Stored data
********************

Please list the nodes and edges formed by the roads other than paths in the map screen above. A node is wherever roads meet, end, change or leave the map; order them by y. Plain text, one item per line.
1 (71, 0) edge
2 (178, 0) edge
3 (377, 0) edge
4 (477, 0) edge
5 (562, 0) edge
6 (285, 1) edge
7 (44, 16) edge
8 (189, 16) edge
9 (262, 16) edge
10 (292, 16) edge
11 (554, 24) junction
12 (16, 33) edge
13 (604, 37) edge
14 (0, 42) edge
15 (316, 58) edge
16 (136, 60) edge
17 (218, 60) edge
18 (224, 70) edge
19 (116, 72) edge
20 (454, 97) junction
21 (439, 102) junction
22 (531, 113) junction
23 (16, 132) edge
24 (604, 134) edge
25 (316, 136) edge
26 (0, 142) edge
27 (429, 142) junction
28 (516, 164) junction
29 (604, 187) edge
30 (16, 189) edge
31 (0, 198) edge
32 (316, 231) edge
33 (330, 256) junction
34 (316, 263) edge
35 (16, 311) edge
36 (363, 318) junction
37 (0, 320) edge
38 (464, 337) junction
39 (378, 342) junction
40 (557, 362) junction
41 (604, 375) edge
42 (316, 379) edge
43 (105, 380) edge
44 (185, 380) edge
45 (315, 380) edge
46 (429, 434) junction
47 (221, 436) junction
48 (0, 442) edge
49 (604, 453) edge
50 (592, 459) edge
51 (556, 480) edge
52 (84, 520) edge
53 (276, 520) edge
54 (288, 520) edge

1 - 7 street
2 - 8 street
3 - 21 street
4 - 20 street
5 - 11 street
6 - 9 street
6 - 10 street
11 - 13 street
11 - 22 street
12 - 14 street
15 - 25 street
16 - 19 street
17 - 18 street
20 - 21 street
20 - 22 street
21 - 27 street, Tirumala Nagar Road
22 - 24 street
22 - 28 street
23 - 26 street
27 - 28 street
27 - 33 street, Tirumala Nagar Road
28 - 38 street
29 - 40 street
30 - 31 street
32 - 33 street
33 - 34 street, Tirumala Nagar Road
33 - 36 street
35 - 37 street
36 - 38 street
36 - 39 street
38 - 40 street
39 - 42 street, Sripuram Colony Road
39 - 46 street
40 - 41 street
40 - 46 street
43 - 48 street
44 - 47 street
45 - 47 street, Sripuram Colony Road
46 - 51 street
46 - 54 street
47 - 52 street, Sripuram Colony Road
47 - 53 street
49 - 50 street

********************

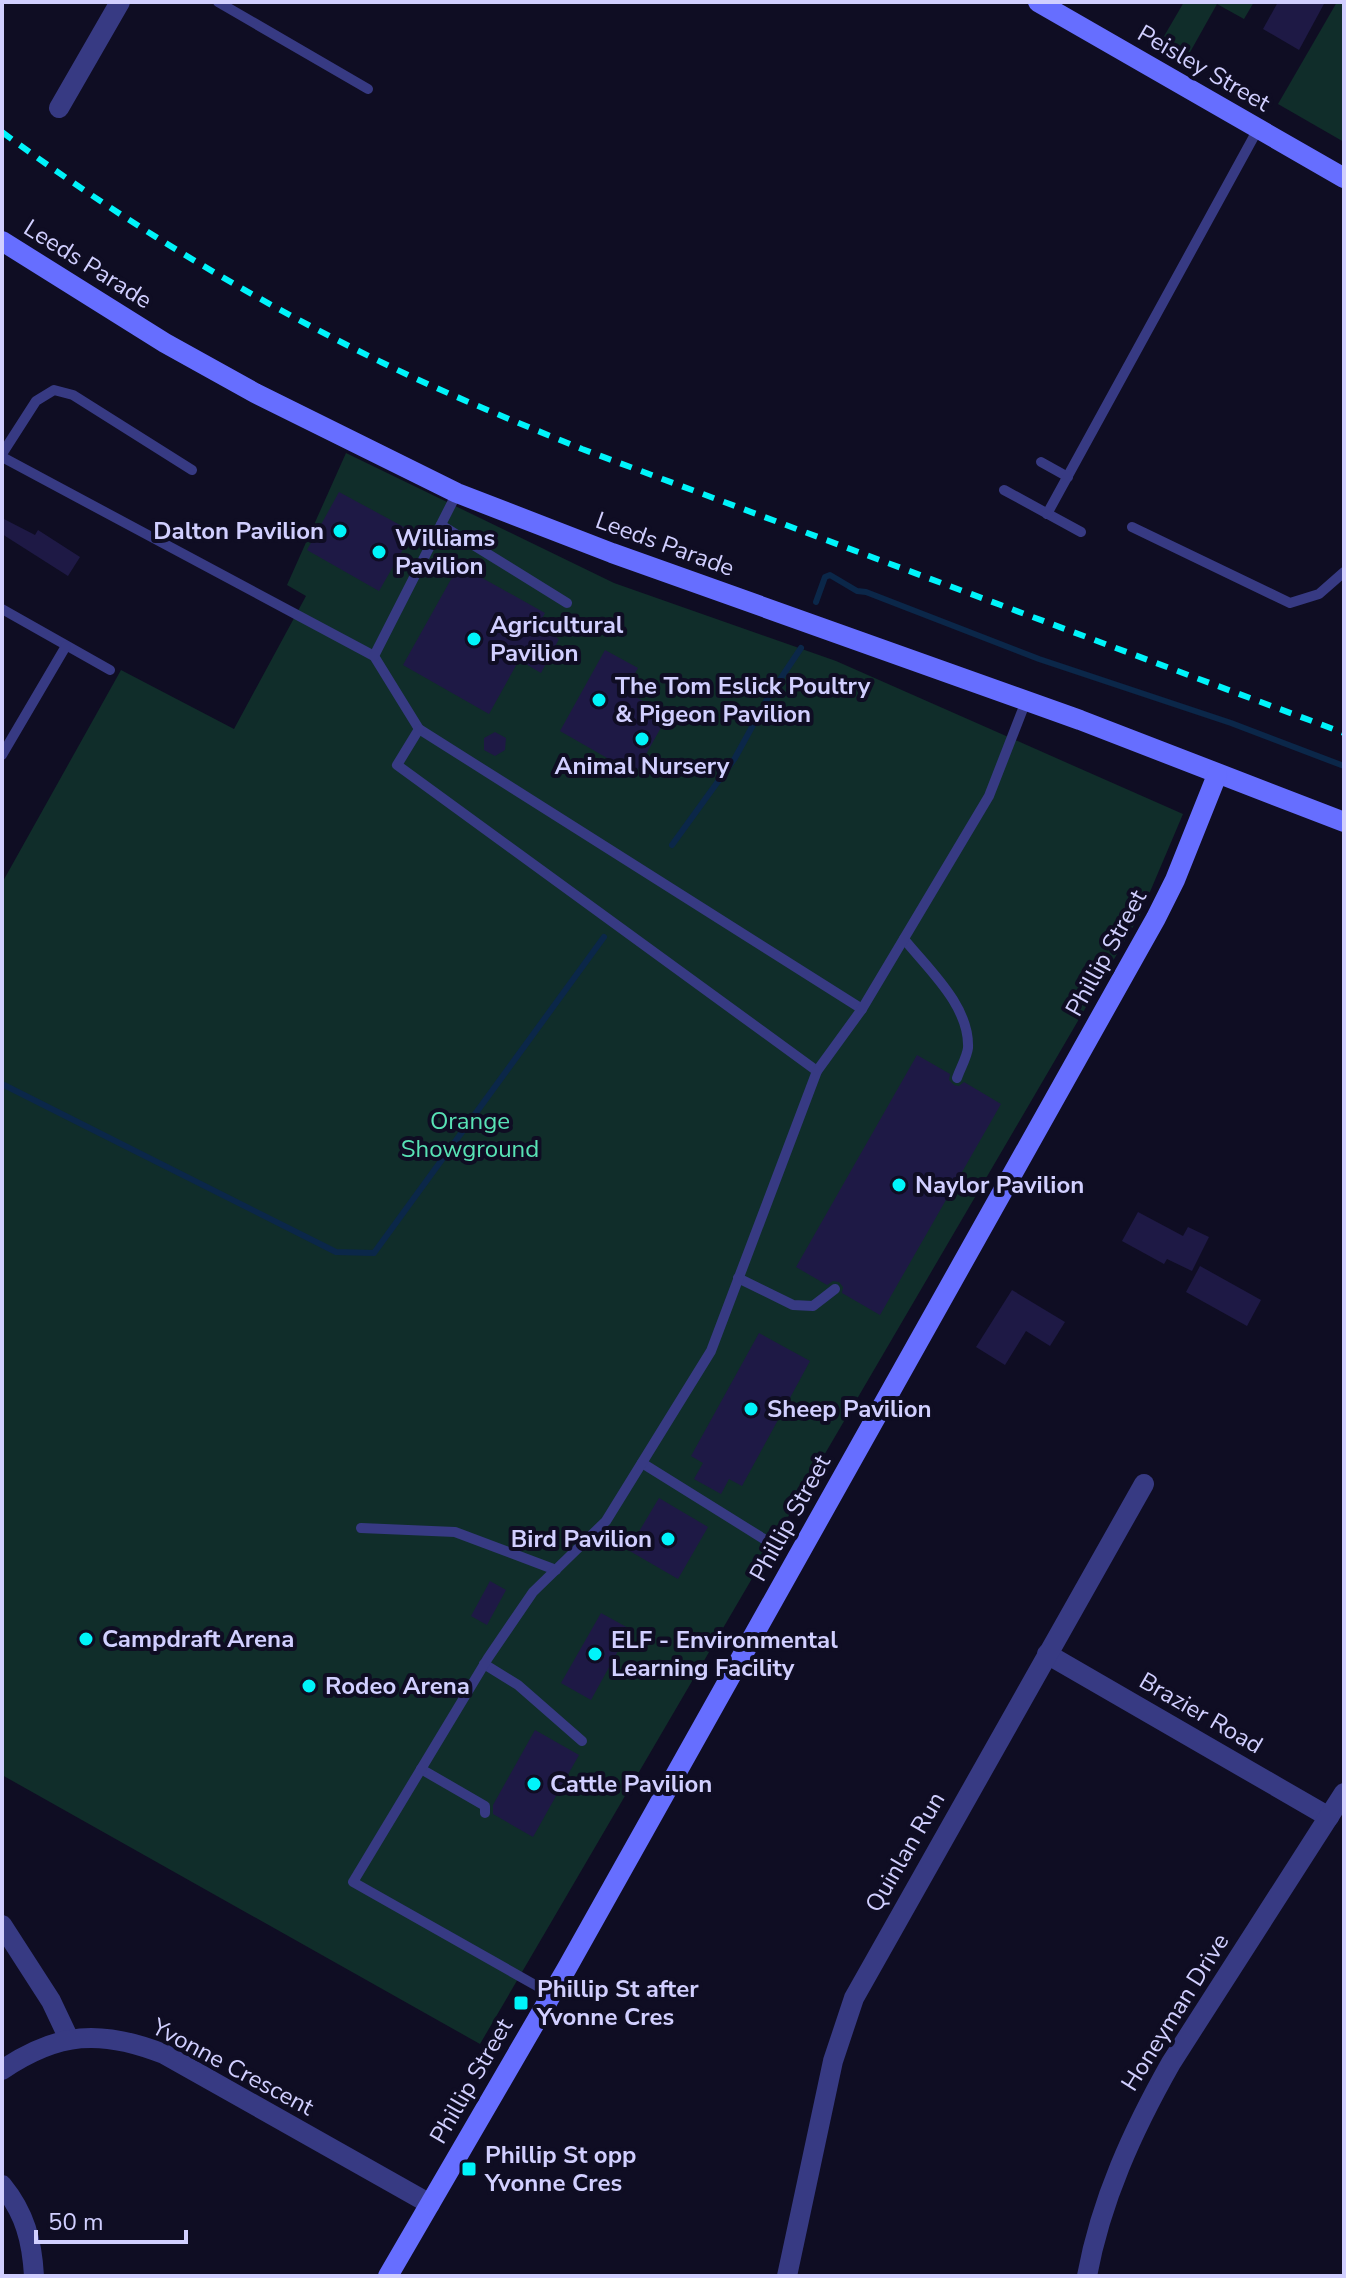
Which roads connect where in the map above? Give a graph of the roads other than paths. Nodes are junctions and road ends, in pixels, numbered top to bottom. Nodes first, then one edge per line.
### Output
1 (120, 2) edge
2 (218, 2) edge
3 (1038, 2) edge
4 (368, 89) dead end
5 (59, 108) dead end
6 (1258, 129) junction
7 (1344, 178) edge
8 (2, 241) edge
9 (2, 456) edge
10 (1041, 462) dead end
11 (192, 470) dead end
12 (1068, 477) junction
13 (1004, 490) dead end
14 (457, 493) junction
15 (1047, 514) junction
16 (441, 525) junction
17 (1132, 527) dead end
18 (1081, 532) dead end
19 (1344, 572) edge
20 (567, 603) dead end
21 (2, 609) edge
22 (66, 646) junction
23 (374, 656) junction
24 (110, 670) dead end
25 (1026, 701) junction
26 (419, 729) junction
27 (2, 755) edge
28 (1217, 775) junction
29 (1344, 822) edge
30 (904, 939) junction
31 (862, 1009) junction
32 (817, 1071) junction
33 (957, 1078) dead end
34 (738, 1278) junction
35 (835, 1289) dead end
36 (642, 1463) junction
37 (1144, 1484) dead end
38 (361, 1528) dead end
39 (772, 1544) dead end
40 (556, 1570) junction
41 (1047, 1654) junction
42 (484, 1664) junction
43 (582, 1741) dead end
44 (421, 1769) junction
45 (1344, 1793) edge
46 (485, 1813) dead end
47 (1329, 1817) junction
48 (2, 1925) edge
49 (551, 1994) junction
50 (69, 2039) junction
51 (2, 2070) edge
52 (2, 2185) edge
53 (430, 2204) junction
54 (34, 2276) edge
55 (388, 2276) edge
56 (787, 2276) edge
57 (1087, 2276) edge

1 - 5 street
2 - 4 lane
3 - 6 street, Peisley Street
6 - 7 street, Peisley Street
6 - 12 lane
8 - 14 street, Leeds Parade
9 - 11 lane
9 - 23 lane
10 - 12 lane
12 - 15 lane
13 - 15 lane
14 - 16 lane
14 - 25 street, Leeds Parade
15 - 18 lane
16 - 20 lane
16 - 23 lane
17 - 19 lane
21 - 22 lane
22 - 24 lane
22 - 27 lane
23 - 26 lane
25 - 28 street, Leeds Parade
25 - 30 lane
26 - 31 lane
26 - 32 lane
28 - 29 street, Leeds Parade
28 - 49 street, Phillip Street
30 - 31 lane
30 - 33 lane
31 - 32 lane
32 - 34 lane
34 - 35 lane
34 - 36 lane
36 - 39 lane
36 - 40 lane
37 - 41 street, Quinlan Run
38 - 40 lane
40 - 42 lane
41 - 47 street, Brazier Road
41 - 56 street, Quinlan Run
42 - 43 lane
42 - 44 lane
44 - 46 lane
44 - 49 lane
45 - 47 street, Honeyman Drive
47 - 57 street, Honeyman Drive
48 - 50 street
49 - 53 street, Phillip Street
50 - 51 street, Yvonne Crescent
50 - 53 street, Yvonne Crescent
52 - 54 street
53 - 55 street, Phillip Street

********************

Looking at the records above, how many of their lines carry the string "Sripuram"? Answer with the number and nothing else.

3